Fitch, an international credit rating agency, expects more privatisation plans in the Gulf Co-operation Council (GCC) in 2019, starting with the utilities sector, without compromising the links with the sovereigns.
The rating agency also said in a report the GCC corporates – particularly industrials, property and real estate, natural resources and utilities – have “stable” outlook, reflecting stronger fundamentals, high oil prices and favourable macroeconomics.
“While the majority of the GCC corporates are on a stable outlook, increasing macro-economic challenges and new government reforms will put pressure on cash flows at a time when we expect increasing debt capital market activity in 2019,” said Samer Haydar, associate director, EMEA Corporates.

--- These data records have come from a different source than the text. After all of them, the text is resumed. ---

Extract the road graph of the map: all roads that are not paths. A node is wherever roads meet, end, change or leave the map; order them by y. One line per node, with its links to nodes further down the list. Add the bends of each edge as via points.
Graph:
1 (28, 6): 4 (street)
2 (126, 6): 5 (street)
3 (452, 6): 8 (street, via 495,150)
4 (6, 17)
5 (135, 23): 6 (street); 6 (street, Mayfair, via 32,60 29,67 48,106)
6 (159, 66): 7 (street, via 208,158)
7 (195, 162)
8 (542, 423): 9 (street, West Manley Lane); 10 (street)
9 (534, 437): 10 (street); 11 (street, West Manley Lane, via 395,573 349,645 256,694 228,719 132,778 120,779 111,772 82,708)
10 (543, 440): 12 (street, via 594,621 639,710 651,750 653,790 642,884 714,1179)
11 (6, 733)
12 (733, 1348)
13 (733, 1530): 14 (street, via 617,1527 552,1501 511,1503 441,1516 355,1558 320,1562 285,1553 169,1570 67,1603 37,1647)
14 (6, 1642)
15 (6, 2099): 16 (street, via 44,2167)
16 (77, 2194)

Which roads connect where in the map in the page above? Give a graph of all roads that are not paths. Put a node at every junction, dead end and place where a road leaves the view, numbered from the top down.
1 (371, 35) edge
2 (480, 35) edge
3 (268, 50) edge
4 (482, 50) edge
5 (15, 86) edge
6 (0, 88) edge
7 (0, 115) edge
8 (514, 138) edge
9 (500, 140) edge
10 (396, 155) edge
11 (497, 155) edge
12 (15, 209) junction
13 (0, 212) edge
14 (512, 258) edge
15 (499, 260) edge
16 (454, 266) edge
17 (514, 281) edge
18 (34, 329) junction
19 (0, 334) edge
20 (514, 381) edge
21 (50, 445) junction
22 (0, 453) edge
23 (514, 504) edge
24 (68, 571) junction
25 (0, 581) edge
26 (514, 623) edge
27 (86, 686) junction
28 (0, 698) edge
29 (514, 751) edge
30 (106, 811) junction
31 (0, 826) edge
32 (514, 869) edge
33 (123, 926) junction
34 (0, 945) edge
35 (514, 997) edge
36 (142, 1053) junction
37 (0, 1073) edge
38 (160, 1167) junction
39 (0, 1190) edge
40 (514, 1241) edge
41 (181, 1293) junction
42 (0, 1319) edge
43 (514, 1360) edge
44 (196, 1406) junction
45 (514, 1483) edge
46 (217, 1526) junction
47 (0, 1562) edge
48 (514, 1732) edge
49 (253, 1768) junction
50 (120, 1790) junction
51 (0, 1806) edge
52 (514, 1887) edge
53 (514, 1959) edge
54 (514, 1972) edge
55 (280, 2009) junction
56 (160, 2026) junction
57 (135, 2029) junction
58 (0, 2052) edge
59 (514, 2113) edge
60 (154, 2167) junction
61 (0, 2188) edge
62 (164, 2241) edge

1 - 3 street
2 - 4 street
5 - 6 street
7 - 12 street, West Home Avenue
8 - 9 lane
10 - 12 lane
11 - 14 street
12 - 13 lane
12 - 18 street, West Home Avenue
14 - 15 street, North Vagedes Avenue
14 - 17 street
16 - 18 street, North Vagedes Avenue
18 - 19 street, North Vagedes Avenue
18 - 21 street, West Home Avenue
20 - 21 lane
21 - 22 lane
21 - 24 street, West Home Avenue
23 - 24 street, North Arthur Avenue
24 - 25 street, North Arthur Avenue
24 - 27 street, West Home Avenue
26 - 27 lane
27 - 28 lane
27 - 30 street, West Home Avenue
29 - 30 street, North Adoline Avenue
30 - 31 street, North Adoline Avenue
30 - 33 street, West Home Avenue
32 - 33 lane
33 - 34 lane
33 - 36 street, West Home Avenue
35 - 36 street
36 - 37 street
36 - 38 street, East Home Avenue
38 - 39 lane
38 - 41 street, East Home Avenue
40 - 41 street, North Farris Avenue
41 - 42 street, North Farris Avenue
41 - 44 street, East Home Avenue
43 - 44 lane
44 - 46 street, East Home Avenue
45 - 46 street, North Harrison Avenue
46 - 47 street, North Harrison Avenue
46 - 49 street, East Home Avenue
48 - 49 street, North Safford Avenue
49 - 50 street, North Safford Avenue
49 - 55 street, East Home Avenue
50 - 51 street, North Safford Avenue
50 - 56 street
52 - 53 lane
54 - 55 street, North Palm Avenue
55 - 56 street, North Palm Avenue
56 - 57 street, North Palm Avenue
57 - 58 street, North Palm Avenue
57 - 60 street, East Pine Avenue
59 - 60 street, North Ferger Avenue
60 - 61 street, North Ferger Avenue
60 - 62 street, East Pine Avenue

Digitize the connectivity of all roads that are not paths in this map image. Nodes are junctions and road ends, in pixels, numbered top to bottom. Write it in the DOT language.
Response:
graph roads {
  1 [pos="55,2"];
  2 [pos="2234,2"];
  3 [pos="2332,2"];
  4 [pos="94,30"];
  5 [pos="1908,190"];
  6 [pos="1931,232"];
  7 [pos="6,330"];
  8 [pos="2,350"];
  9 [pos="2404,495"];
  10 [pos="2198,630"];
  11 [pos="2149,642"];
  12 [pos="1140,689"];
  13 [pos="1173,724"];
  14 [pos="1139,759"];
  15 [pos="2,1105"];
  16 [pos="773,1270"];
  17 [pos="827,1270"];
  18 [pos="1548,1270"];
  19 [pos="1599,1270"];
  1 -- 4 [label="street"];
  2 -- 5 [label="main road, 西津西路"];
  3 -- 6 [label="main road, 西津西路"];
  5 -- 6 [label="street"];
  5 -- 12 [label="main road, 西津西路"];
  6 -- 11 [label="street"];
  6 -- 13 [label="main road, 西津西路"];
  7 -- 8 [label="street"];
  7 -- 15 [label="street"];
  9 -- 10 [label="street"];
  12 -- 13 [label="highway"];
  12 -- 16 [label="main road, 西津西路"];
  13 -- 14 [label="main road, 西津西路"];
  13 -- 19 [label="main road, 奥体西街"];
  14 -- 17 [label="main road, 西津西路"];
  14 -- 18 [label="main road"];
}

The rating agency also expects total adjusted debt/operating EBITDA (earnings before interest taxes depreciation and amortisation), loan/value (LTV) ratio and funds from operations (FFO) net leverage to be fairly “stable” for industrials and property real-estate firm in 2019.
The LTV expectations are on the cusp of 50%, supported by long-term funding (more than 18 months) and net interest coverage above three times for investment-grade issuers, it said.
“We forecast telecom issuers to maintain leverage-light balance sheets and flat leverage in 2019 for utilities,” Fitch said.
The rating agency view neutral cash-flow generation for the GCC telecoms supported by good cash buffers in currencies pegged to the dollar in their domestic markets. However, Fitch forecasts the majority of property real estate and utilities’ players to remain free cash flow (FCF) negative, mainly due to high dividend and capex outflows.
Expecting the market liquidity to remain strong in the strong GCC economies such as the UAE, Qatar and Saudi Arabia and is yet to become more selective on the back of rising interest rates; it said the capital structure for investment grade GCC-based corporates is well diversified and that deepening domestic capital markets are coming into focus.
Finding that most of the rated entities in the region are utilising sukuk as means of refinancing their respective current facilities, improving liquidity, expanding funds and diversifying funding options; Fitch said “we expect the popularity of sukuk to continue increasing and to tap the wider regional and local investor pool that includes Islamic investors.
On the hydrocarbons; it expects exploration and development investments to remain “stable” in the region – Middle Eastern producers have not “significantly” curtailed investments even when oil prices collapsed in 2015-16.
The production in some countries may fall year-on-year following the OPEC decisions. However, this should not have a significant impact on earnings, it said.